Top of THE DATA

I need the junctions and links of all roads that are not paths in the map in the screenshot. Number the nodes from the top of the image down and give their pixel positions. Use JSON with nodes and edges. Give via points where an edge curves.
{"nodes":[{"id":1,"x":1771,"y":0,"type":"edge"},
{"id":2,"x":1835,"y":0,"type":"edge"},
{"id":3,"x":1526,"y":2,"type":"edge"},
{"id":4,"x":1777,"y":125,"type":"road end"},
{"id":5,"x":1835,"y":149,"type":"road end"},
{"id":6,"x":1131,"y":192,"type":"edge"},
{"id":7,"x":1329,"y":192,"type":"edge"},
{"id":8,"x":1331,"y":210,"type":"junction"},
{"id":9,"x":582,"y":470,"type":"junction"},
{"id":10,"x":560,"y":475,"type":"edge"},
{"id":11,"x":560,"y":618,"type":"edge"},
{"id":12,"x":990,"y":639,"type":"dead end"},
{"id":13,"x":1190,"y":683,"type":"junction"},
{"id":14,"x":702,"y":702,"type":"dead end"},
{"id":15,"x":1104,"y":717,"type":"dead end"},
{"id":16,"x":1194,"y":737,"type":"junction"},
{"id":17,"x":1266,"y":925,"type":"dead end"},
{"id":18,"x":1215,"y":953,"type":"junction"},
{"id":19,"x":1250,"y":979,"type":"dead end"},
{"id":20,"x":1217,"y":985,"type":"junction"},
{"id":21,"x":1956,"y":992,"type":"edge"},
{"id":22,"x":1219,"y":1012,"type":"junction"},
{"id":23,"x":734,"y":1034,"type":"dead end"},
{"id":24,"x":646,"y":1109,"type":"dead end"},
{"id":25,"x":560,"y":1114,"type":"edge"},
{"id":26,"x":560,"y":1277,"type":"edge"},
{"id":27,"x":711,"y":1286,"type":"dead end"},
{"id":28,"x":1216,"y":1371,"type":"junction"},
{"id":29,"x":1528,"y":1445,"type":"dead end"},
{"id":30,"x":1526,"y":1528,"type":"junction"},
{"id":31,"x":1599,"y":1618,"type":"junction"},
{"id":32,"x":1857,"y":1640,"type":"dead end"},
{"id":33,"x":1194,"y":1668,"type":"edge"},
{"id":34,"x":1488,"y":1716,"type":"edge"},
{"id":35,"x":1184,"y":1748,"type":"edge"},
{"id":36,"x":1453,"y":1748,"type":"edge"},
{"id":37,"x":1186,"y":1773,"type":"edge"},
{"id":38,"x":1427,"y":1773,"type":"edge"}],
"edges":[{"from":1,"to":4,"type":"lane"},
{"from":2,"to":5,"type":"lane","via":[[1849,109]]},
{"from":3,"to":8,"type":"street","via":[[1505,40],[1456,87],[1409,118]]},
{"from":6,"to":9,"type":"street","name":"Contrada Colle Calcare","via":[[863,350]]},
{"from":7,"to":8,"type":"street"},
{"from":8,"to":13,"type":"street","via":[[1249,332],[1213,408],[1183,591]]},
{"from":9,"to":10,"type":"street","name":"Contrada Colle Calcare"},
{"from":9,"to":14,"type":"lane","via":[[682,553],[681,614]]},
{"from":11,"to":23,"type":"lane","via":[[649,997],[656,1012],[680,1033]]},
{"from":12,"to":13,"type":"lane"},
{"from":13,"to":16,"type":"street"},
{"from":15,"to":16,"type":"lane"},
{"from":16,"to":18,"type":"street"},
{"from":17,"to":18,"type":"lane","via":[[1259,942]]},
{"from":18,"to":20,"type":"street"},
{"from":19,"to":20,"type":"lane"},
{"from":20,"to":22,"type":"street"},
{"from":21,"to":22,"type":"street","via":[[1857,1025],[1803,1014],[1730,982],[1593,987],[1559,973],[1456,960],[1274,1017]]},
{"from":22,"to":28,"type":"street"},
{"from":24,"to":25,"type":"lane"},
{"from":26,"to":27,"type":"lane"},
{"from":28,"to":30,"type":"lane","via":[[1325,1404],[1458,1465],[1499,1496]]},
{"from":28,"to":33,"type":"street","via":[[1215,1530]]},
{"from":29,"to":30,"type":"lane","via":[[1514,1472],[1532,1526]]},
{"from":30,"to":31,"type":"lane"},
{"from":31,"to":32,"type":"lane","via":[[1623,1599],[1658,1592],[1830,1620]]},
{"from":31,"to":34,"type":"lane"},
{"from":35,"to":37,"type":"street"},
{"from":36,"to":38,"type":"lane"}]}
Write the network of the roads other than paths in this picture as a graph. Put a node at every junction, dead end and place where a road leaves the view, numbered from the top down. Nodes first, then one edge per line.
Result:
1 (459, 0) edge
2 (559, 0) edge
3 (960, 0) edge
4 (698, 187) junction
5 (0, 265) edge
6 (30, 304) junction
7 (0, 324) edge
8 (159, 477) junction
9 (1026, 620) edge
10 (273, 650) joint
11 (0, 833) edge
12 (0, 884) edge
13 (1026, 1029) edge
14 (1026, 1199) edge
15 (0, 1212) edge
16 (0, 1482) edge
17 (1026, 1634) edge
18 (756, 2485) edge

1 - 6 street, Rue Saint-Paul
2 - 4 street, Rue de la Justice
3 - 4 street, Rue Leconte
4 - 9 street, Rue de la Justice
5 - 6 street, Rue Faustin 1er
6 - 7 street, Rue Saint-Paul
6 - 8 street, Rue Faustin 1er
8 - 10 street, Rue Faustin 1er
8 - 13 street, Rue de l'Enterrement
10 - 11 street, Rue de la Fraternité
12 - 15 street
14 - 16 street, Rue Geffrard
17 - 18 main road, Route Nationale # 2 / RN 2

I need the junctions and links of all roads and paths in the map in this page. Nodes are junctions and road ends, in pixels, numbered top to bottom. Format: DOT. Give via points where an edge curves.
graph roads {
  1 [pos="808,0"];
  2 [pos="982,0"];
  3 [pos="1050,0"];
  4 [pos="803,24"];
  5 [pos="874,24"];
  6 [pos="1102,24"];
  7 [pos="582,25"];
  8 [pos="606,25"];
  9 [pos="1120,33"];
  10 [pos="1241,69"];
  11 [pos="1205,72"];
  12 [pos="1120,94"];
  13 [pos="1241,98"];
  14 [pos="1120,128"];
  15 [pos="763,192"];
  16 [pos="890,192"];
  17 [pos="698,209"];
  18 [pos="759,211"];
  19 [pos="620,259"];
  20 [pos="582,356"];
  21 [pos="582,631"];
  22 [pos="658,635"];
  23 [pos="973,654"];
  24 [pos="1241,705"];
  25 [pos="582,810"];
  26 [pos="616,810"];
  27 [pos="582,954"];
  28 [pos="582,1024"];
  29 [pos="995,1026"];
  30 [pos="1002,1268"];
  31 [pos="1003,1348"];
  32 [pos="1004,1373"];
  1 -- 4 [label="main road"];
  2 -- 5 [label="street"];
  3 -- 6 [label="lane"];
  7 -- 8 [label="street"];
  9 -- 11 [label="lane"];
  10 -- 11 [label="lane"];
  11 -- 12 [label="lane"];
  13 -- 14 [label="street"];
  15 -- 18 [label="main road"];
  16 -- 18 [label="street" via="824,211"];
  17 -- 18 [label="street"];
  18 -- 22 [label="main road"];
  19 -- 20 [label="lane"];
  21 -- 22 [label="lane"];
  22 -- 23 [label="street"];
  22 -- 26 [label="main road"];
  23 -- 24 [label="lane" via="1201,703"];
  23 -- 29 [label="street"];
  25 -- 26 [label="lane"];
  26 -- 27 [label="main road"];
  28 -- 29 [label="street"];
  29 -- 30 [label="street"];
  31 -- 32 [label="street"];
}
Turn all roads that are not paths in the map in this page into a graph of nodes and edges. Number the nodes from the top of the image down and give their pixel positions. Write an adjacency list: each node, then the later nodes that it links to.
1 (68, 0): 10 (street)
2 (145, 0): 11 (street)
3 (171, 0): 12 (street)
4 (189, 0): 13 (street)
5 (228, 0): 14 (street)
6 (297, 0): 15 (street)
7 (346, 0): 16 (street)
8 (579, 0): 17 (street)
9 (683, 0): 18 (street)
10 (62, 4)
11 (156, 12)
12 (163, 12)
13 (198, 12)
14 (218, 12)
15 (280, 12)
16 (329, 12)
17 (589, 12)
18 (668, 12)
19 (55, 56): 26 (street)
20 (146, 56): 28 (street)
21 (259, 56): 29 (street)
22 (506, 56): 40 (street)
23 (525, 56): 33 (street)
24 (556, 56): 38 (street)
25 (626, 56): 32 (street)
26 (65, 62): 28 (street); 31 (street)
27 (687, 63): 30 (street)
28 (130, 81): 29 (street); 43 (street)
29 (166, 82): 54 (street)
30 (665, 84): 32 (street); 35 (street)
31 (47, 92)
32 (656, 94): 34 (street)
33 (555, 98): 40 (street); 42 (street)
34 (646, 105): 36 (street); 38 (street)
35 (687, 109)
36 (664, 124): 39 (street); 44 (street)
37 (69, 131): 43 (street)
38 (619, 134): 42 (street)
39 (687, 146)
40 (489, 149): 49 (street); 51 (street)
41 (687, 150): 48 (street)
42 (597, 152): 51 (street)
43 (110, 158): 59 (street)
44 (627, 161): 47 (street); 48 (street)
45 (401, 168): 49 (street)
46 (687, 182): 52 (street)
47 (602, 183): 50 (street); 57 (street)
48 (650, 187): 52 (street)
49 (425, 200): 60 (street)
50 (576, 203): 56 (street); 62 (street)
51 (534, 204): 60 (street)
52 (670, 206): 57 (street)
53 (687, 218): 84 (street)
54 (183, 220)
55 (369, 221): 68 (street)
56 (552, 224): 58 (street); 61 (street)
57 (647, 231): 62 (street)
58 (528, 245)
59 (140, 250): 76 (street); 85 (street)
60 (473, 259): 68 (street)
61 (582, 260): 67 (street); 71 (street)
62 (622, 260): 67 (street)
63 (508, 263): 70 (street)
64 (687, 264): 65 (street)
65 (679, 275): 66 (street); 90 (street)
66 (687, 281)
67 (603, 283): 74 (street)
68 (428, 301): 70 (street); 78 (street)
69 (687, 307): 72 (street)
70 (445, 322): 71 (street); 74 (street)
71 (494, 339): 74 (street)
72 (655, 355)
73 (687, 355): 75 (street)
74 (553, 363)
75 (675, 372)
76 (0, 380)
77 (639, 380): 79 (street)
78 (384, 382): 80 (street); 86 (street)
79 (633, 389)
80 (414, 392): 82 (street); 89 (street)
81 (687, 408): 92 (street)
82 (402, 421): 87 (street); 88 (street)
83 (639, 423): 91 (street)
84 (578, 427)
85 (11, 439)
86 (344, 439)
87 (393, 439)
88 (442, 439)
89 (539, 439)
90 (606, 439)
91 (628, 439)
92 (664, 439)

Bottom of THE DATA

**ACTIVITY**: Only the lines of the data holding the string "Colle" are wanted; copy each of them.

**WRITTEN SOLUTION**:
{"from":6,"to":9,"type":"street","name":"Contrada Colle Calcare","via":[[863,350]]},
{"from":9,"to":10,"type":"street","name":"Contrada Colle Calcare"},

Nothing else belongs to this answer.